Just now noticed the vendor had chimed in.  James - I would have thought this category would be more applicable than Sample Talk as... Blanks has no samples.... no?


----------



## soniccouture (Jun 29, 2021)

cellomangler said:


> I just wish there was a demo that showed off the velocity effects and how well they reduce the "machinegunning" problem of zero RR's & VL's.

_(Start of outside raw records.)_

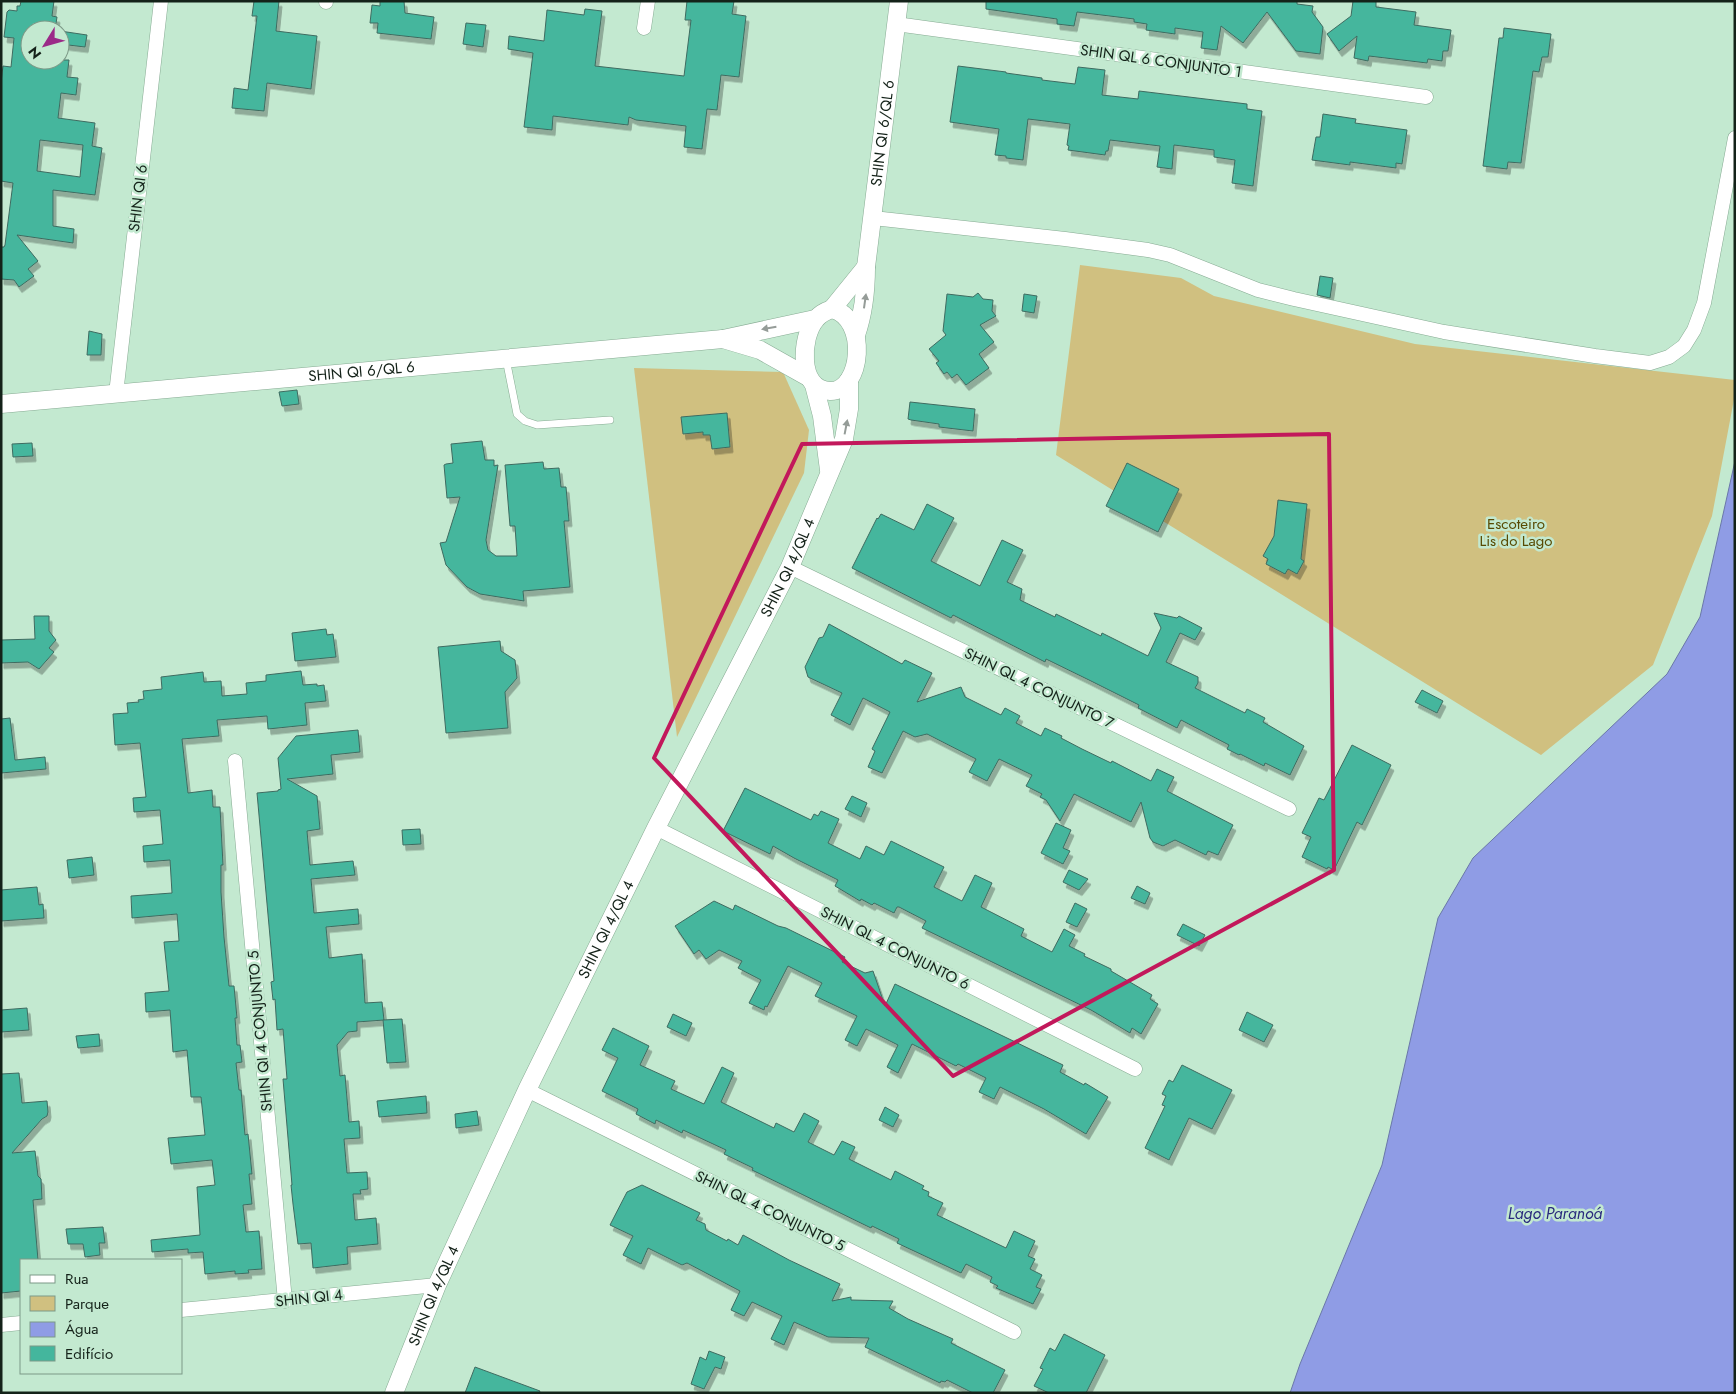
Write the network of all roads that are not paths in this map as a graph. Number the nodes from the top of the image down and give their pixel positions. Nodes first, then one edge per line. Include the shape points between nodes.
1 (161, 1) edge
2 (648, 1) edge
3 (900, 1) edge
4 (896, 24) junction
5 (644, 28) dead end
6 (1426, 97) dead end
7 (1735, 138) edge
8 (873, 218) junction
9 (866, 267) junction
10 (832, 309) junction
11 (815, 319) junction
12 (856, 335) junction
13 (722, 339) junction
14 (506, 358) junction
15 (849, 380) junction
16 (811, 381) junction
17 (116, 394) junction
18 (1, 404) edge
19 (610, 420) dead end
20 (830, 470) junction
21 (790, 567) junction
22 (235, 761) dead end
23 (1289, 809) dead end
24 (656, 828) junction
25 (1135, 1069) dead end
26 (527, 1090) junction
27 (437, 1285) junction
28 (285, 1301) junction
29 (182, 1310) edge
30 (20, 1324) edge
31 (1, 1325) edge
32 (1014, 1332) dead end
33 (394, 1393) edge

1 - 17 street, SHIN QI 6
2 - 5 street
3 - 4 street, SHIN QI 6/QL 6
4 - 6 street, SHIN QL 6 CONJUNTO 1
4 - 8 street, SHIN QI 6/QL 6
7 - 8 street via 1698,321 1684,346 1669,357 1650,363 1444,332 1294,299 1258,290 1170,255 1148,250
8 - 9 street, SHIN QI 6/QL 6
9 - 10 street
12 -> 9 street, SHIN QI 6/QL 6 via 864,308
10 - 11 street
10 - 12 street via 846,316
11 -> 13 street, SHIN QI 6/QL 6
11 - 16 street via 805,359
12 - 15 street via 856,362
13 - 14 street, SHIN QI 6/QL 6
13 - 16 street, SHIN QI 6/QL 6 via 760,350
14 - 17 street, SHIN QI 6/QL 6
14 - 19 lane via 517,414 525,421 537,424
15 - 16 street via 836,391 823,390
20 -> 15 street, SHIN QI 4/QL 4 via 847,425
16 - 20 street, SHIN QI 4/QL 4 via 823,424
17 - 18 street, SHIN QI 6/QL 6
20 - 21 street, SHIN QI 4/QL 4
21 - 23 street, SHIN QL 4 CONJUNTO 7
21 - 24 street, SHIN QI 4/QL 4
22 - 28 street, SHIN QI 4 CONJUNTO 5
24 - 25 street, SHIN QL 4 CONJUNTO 6
24 - 26 street, SHIN QI 4/QL 4
26 - 27 street, SHIN QI 4/QL 4
26 - 32 street, SHIN QL 4 CONJUNTO 5
27 - 28 street, SHIN QI 4
27 - 33 street, SHIN QI 4/QL 4
28 - 29 street, SHIN QI 4
30 - 31 street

I'll look into making another video, although I do touch on lots of modulation techniques in the main product video here;



I don't find lack of VLs an issue at all when using single hits. For me the key is varying the attack and darkening the sound with filters at lower velocities.
I'll try to cover this in a video.

James


----------



## soniccouture (Jun 29, 2021)

Here is a link to the Blanks User Guide:



http://www.soniccouture.com/files/pdf/Blanks-User-Guide.pdf


----------



## cellomangler (Jun 29, 2021)

soniccouture said:


> I'll look into making another video, although I do touch on lots of modulation techniques in the main product video here;
> 
> 
> 
> ...



Yes... you do cover the modulation techniqes in your video. I guess I was looking for a case use that was less an effect but more of an actual way to emulate round robins. But I can imagine that Blanks accomplishes that quite well if it can do the more extreme examples. Thanks for the user guide link! I could definitely see using Blanks in tandem with ReMIDI 2 as in being able to save off MIDI sequences from Blanks, play my custom Blanks samples using patterns tied to a single key/pad and then build upon them. Being able to play a pre-sequenced drum roll in sync with a single keypress is pretty cool and with the added modulation in Blanks - that sounds pretty sweet.


----------



## cellomangler (Jun 29, 2021)

soniccouture said:


> I don't find lack of VLs an issue at all when using single hits. For me the key is varying the attack and darkening the sound with filters at lower velocities.
> I'll try to cover this in a video.
> 
> James


Yes... I agree. I'd love to try Blanks with a drum pad controller.


----------



## AEF (Jun 29, 2021)

I love the UI of this. good price too.


----------



## soniccouture (Jun 30, 2021)

Inspired by this thread I have produced a quick video addressing some of the ideas in this thread:


----------



## doctoremmet (Jun 30, 2021)

soniccouture said:


> Inspired by this thread I have produced a quick video addressing some of the ideas in this thread:



Brilliant! Much appreciated. Off to watch this right away.


----------



## cellomangler (Jun 30, 2021)

soniccouture said:


> Inspired by this thread I have produced a quick video addressing some of the ideas in this thread:



Awesome James - you rock!
Just a couple more inquiries... I went through the user guide and didn't see anything about copying and pasting settings from one instrument to another or copying a pad to another such that it would include the settings. Can you drag a new sample into a pad slot that has existing settings without "resetting" that pad's settings?
Also if you happen to move your collection of samples that's tied to a snapshot to a different folder will the interface give you a chance to relocate to that folder or do you get an indication of where that folder was so you can move your files back? I'm bringing this up principally in case I want to share a setup with a friend who also has Blanks.
As I said I own Moonkits which is super dope. I like the fact that Soniccouture focuses on the more esoteric as I've really got orchestral libraries covered by other vendors. I would encourage folks to take a look at Haunted Spaces and in particular, The Ancients.


----------



## doctoremmet (Jun 30, 2021)

cellomangler said:


> I would encourage folks to take a look at Haunted Spaces and in particular, The Ancients.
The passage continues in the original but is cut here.